**EXERCISE**
Within the records below, find each line that holds the string "street", then copy it.

Items listed in a dataset:
# # # # #

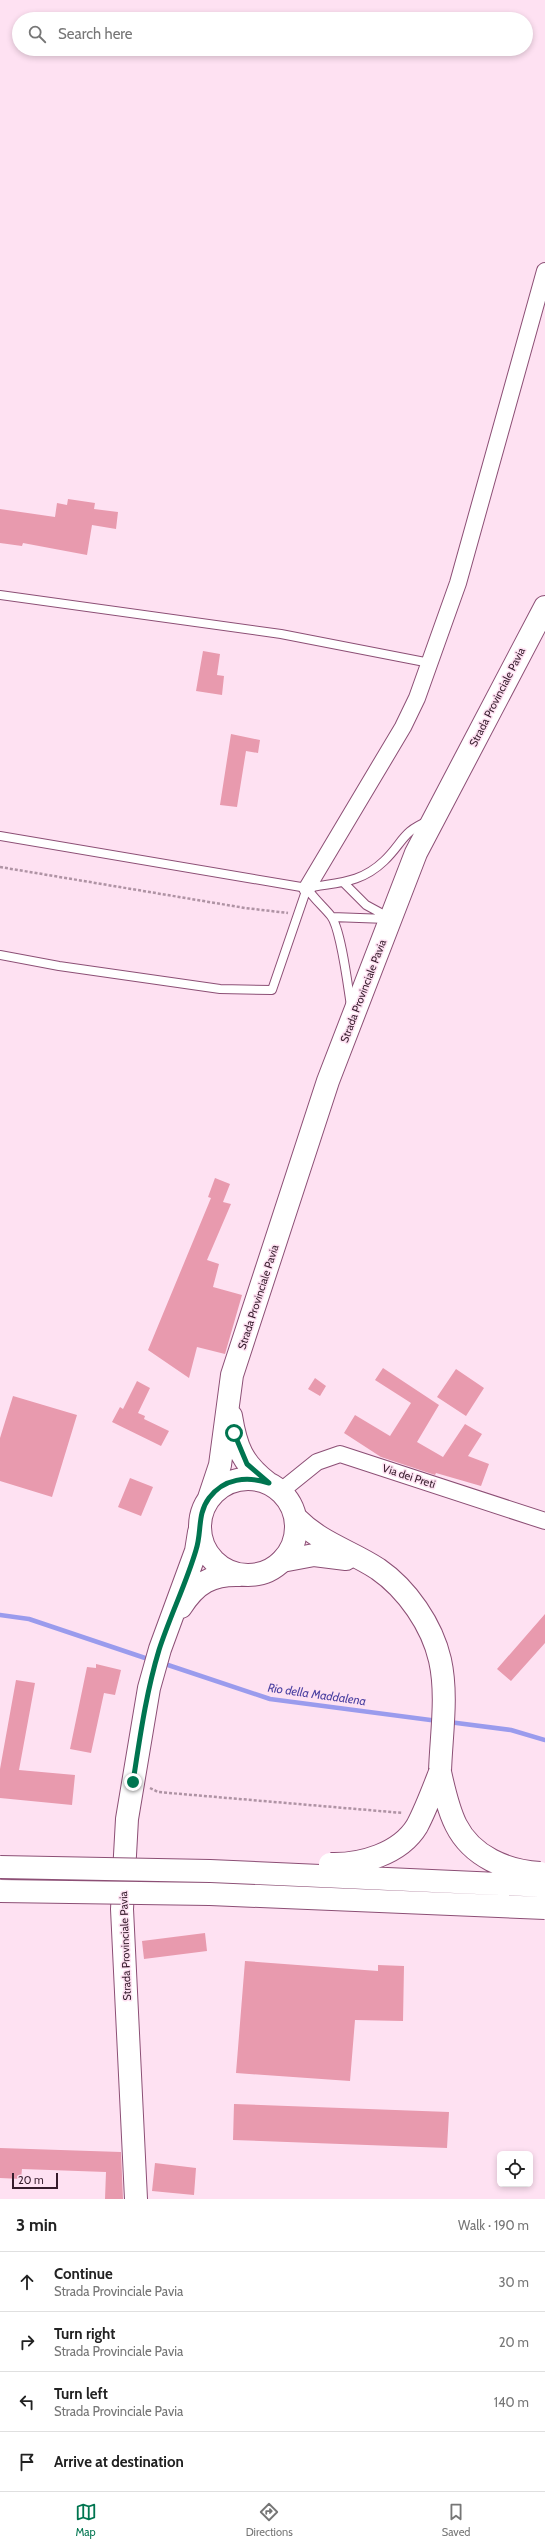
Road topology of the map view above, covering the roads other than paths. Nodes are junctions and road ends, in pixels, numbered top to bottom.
1 (545, 272) edge
2 (0, 595) edge
3 (545, 607) edge
4 (430, 663) junction
5 (433, 819) junction
6 (0, 836) edge
7 (344, 883) junction
8 (307, 888) junction
9 (332, 917) junction
10 (390, 919) junction
11 (0, 955) edge
12 (352, 1018) junction
13 (228, 1395) junction
14 (275, 1487) junction
15 (209, 1498) junction
16 (296, 1518) junction
17 (545, 1521) edge
18 (199, 1532) junction
19 (282, 1561) junction
20 (377, 1569) junction
21 (242, 1575) junction
22 (160, 1649) junction
23 (440, 1772) junction
24 (0, 1867) edge
25 (210, 1871) junction
26 (545, 1874) edge
27 (545, 1886) edge
28 (0, 1891) edge
29 (545, 1908) edge
30 (136, 2199) edge

1 - 4 street
2 - 4 lane
3 - 5 main road, Strada Provinciale Pavia
4 - 8 street
5 - 7 lane
5 - 10 main road, Strada Provinciale Pavia
6 - 8 lane
7 - 8 lane
7 - 10 lane
8 - 9 lane
8 - 11 lane
9 - 10 lane
9 - 12 lane
10 - 12 main road, Strada Provinciale Pavia
12 - 13 main road, Strada Provinciale Pavia
13 - 14 main road, Strada Provinciale Pavia
13 - 15 main road, Strada Provinciale Pavia
14 - 15 main road, Strada Provinciale Pavia
14 - 16 main road, Strada Provinciale Pavia
14 - 17 street, Via dei Preti
15 - 18 main road, Strada Provinciale Pavia
16 - 19 main road, Strada Provinciale Pavia
16 - 20 main road
18 - 21 main road, Strada Provinciale Pavia
18 - 22 main road, Strada Provinciale Pavia
19 - 20 main road
19 - 21 main road, Strada Provinciale Pavia
20 - 23 main road
21 - 22 main road, Strada Provinciale Pavia
22 - 30 main road, Strada Provinciale Pavia
23 - 25 main road, bridge
23 - 26 main road, bridge
24 - 25 main road, bridge
25 - 27 main road, bridge
28 - 29 main road, bridge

# # # # #

**ANSWER BOX**
1 - 4 street
4 - 8 street
14 - 17 street, Via dei Preti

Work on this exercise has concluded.